Last week I promised to share with you the story of my birth.
My mother and father married on March 20th, 1976. On the second anniversary of their marriage, mom was in St. Mary’s Hospital in Quincy, Illinois “awaiting the birth of our twins.” We were born on March 26th, Easter Sunday, though we were expected to be born on or around May 17th.
Easter that year fell in the midst of a terrible ice storm that shut down much of central Illinois. I like to say, with tongue in cheek, that creation heralded my arrival.
Matthew William was born at 10:04 a.m., weighing five pounds and two ounces and measuring seventeen inches in length. He died the next day at 10:38 p.m.
I was born at 10:12 a.m., weighing four pounds and nines ounces and measuring seventeen inches in length.
Both Matthew and I were born with a blockage of some kind in our throats which made breathing very difficult. Matthew was viewed by the medical team as the stronger of us, while I was seen as the weaker and not expected to live long.
Since we were both very much in danger of death a priest was called to baptize us. Father Landry Genosky, O.F.M. came and not only baptized us, but confirmed us as well, a privilege granted to priests for those in danger of death (I’ll post about this later this week; Bishop Lucas comes on Thursday for Confirmation). We had neither Godparents nor sponsors and, to my knowledge, no Confirmation names. I am simply Daren Joseph.
I’ve also been struck by the fact that Fr. Landry was a Franciscan priest and a history professor at then Quincy College, my future alma mater. My love of Saint Francis of Assisi and of history are not hidden.

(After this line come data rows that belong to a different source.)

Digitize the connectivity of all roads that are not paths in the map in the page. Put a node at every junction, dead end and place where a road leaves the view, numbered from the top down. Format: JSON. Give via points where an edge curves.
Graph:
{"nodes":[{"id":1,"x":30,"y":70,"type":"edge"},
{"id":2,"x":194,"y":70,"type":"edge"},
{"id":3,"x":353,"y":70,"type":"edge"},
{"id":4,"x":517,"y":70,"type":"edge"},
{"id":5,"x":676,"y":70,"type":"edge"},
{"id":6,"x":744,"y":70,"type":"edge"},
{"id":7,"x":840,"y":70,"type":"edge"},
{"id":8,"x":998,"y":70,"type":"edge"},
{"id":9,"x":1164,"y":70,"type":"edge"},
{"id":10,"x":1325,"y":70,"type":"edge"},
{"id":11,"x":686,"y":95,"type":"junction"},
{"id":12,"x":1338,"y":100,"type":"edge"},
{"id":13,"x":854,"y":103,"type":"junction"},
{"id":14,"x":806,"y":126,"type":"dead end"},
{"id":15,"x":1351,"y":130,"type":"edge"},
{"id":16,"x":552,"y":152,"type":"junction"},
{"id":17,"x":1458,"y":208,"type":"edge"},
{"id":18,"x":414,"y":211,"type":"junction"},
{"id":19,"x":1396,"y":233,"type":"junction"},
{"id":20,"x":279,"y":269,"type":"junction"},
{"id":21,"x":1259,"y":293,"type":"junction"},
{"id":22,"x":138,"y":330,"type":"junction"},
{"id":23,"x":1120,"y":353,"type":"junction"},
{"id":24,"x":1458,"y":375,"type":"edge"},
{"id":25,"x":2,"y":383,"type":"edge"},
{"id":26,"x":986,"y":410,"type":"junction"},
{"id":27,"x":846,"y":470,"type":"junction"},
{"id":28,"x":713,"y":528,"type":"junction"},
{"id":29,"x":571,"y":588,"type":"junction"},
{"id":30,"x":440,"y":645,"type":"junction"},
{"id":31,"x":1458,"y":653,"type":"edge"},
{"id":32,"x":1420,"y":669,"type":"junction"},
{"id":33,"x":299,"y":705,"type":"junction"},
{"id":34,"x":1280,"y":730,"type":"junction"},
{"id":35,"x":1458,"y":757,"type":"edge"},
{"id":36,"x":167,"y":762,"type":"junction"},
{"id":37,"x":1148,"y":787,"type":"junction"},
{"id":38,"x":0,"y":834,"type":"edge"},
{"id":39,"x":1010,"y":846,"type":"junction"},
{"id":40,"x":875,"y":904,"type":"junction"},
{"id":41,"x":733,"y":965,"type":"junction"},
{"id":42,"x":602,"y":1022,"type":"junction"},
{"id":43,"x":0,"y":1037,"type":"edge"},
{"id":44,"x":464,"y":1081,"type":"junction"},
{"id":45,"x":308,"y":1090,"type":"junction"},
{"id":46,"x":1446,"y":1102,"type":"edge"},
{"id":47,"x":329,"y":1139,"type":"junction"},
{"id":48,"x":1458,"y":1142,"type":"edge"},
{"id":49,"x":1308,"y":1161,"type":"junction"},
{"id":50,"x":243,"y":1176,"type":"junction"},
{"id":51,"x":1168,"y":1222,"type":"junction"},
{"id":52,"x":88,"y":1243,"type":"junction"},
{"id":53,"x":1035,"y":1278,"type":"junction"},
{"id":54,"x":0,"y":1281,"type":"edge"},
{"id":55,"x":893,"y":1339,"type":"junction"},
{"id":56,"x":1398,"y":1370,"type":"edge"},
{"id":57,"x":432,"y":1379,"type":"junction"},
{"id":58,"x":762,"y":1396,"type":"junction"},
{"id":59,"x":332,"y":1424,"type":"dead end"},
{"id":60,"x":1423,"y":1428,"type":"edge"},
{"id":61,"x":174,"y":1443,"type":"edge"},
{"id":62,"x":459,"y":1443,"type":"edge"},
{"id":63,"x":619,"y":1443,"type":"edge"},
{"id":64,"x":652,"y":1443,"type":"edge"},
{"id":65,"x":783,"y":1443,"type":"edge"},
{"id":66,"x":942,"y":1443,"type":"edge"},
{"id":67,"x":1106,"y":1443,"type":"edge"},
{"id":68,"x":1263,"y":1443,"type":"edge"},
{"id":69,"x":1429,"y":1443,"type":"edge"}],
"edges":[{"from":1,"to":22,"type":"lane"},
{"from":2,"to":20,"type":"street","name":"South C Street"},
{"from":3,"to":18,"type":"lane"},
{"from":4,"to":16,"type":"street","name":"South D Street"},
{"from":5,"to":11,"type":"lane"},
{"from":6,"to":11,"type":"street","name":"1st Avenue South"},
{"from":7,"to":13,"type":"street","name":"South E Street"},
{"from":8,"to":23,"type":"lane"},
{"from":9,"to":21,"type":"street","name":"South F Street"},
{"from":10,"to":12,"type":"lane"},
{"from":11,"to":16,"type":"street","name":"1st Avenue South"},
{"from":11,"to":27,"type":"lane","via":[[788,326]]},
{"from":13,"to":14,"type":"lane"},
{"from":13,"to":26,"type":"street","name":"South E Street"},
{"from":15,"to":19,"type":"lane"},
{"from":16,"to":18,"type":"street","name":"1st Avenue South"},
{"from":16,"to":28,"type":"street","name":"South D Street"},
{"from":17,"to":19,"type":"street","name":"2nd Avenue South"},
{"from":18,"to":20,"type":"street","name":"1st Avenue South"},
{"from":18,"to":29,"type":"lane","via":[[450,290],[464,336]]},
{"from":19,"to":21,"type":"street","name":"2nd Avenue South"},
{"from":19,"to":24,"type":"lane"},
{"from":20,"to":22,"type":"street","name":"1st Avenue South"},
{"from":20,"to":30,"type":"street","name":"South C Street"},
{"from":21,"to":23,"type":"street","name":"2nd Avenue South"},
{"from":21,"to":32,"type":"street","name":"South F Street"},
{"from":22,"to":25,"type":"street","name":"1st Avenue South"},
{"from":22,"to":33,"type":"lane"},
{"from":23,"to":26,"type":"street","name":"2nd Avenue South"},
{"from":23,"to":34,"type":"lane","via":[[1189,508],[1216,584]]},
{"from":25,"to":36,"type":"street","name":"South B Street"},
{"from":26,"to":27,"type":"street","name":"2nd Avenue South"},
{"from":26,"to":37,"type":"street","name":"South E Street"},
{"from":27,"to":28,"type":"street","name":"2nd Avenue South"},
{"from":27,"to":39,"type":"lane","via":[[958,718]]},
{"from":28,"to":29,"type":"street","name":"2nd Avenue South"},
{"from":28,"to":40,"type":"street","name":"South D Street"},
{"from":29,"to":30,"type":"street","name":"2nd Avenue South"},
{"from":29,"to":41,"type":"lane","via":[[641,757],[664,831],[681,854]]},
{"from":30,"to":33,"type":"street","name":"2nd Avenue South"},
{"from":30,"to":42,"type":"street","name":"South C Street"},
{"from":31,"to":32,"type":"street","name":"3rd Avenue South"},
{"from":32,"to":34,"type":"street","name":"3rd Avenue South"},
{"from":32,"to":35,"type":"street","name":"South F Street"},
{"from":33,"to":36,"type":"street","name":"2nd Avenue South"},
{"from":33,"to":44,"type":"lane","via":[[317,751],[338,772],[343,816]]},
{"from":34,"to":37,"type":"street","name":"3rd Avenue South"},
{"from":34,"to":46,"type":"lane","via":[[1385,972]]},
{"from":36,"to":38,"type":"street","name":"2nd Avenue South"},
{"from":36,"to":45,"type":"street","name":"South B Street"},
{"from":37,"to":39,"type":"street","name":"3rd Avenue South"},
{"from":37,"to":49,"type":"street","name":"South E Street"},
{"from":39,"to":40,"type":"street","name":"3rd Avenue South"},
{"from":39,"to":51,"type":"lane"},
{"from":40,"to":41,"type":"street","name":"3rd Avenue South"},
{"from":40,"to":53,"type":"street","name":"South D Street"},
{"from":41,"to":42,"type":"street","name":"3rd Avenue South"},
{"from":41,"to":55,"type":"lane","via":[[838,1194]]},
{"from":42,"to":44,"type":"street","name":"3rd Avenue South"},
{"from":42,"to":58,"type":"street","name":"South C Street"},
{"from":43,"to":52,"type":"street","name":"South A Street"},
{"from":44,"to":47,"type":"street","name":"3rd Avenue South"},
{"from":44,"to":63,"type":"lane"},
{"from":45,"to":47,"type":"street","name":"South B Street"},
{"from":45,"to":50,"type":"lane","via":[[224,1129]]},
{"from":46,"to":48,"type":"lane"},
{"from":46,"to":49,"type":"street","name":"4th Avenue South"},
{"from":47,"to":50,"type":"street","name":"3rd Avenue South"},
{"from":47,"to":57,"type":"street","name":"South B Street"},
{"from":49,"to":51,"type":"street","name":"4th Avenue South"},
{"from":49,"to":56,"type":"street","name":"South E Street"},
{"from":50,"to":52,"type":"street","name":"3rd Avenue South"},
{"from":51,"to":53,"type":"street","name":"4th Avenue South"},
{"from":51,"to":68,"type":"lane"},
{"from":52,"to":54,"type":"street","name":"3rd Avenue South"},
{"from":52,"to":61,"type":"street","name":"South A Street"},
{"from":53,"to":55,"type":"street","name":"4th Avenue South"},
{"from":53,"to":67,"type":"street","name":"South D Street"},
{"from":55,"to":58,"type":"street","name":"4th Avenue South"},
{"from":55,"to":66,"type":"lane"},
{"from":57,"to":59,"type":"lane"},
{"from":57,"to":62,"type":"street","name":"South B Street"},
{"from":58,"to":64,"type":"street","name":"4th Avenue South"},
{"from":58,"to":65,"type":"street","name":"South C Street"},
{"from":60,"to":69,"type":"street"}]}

At any rate, at some point a tracheotomy was performed on me and a tube inserted into my throat to assist my breathing; I’m not sure if this was done before or after Matthew died. The tube remained for the first two or three years of my life, and I still bear the scar to this day.
Mom wrote that “the first three months have been bad. I spent two days in the hospital for dehydration.” I’ve no idea how my parents coped with the death of their firstborn child together with my difficult first few years. If they had a baby book for me I do not know where it is, but I do have Matthew’s baby book. It is an odd feeling to flip through a baby book with only a couple of pages filled in and I can well imagine why they may not have kept one for me.
I’ve often wondered why I, the weaker one, survived. My arthritis, too, before it was finally diagnosed, brought me near the point of death, and yet I survived. I see in these pivotal moments of my life the protective hand of God.
And though he lived only slightly more than a day, there is part of me that longs for the companionship of a brother and confidant, even a partner in mischief, which I know is the bond shared by twins.
And now you know, in brief, the story of my birth.